Most of the fun comes from the general wrestling with the realities of travel, in this case, boat travel. When they try to set up the tent-like cover over the boat ready for the night; “it would take quite ten minutes, we thought.
That was an underestimate.
We took up the hoops, and began to drop them into the socket places for them. You would not imagine this to be dangerous work; but, looking back now, the wonder to me is that any of us are alive to tell the tale. They were not hoops, they were demons. First they would not fit into their sockets at all, and we had to jump on them, and kick them, and hammer at them with the boat-hook; and, when they were in, it turned out that they were the wrong hoops for those particular sockets, and they had to come out again.

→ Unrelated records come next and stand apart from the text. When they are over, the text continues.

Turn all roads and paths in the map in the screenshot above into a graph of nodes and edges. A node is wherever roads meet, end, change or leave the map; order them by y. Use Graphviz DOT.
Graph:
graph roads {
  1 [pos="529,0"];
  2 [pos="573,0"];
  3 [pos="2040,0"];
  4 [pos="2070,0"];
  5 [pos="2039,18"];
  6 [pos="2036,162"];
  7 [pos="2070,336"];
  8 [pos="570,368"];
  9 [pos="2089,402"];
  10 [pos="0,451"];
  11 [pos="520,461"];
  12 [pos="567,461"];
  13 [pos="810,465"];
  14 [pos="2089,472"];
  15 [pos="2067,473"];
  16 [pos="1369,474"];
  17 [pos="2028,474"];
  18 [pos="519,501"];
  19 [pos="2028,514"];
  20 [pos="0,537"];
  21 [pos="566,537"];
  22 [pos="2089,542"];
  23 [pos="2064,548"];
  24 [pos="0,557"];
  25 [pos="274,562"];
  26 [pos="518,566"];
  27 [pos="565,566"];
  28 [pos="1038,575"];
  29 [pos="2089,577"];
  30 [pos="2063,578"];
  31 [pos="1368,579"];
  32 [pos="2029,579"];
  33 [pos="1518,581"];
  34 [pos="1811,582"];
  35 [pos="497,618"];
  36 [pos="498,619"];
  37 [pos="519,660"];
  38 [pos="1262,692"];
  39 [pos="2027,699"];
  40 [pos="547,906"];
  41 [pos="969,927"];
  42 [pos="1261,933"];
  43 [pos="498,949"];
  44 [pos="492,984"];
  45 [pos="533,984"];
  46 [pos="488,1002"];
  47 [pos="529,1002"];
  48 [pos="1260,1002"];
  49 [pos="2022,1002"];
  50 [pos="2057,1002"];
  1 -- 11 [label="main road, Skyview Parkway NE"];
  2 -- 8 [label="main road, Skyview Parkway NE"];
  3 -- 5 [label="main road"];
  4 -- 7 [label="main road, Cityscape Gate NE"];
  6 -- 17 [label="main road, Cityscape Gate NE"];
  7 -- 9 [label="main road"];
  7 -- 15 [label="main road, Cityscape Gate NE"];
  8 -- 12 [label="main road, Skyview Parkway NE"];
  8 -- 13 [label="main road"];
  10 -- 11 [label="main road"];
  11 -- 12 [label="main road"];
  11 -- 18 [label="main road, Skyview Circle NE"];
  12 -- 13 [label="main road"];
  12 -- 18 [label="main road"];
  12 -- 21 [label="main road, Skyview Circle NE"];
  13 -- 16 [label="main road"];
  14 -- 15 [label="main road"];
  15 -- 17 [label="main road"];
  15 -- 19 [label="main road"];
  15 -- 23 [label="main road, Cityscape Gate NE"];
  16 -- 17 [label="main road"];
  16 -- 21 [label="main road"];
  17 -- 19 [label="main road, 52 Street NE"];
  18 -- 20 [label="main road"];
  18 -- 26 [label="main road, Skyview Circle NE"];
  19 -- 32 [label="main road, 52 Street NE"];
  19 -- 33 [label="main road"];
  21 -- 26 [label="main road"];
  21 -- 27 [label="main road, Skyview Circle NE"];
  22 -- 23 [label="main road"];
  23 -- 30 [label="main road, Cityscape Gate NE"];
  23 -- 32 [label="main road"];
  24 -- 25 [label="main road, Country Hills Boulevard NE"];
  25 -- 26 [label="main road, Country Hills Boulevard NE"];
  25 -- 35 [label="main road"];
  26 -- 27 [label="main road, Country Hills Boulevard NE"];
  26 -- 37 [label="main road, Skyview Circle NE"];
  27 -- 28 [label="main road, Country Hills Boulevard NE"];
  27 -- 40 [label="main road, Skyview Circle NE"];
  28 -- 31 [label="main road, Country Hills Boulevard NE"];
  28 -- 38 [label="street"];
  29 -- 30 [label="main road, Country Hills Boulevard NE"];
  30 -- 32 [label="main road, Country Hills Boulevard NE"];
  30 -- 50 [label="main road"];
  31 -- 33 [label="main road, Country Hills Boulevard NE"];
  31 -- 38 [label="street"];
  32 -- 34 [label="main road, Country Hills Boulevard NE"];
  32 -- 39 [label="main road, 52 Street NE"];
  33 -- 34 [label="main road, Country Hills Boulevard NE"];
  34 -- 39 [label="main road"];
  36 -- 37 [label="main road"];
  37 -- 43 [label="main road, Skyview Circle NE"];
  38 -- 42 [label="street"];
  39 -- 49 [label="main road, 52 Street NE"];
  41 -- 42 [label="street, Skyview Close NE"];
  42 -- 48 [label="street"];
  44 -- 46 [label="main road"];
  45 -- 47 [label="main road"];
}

But they would not come out, until the two of us had gone and struggled with them for five minutes, when they would jump up suddenly, and try and throw us into the water and drown us. They had hinges in the middle, and, when we were not looking, they nipped us with these hinges in the delicate parts of the body; and, while we were wrestling with one side of the hoop, and endeavouring to persuade it to do its duty, the other side would come behind us in a cowardly manner, and hit us over the head…It took us half an hour’s hard labour, after that, before it was properly up, and then we cleared the decks, and got out supper. We put the kettle onto boil, up in the nose of the boat, and went down to the stern and pretended to take no notice of it, but set to work to get the other things out.
That is the only way to get a kettle to boil up the river. If it sees that you are waiting for it and are anxious, it will never even sing. You have to go away and begin your meal, as if you were not going to have any tea at all. You must not even look round at it. Then you will soon hear it sputtering away, mad to be made into tea.
It is a good plan, too, if you are in a great hurry, to talk very loudly to each other about how you don’t need any tea, and are not going to have any. You get near the kettle so that it can overhear you, and then you shout out, ‘I don’t want any tea; do you George?’ to which George shouts back ‘Oh, no, I don’t like tea; we’ll have lemonade instead, tea’s so indigestible.’ Upon which the kettle boils over, and puts the stove out.”
The actual journey of the book is apparently still quite recognizable (and replicable) today, if you know the towns by the river they are traveling through - which I don’t, but it doesn’t matter reading-wise. So, if you’re planning a boating trip up the Thames (aren’t we all), perhaps you could follow their itinerary.
And if it rains, and you can’t take it any more, you can always follow their lead – lie to the boatman that you’re not running away from the rain and the boat is to be ready for you at nine the next morning, but “if anything unforeseen should happen” preventing your return, you will “write to him”. Then bugger off to the pub and home.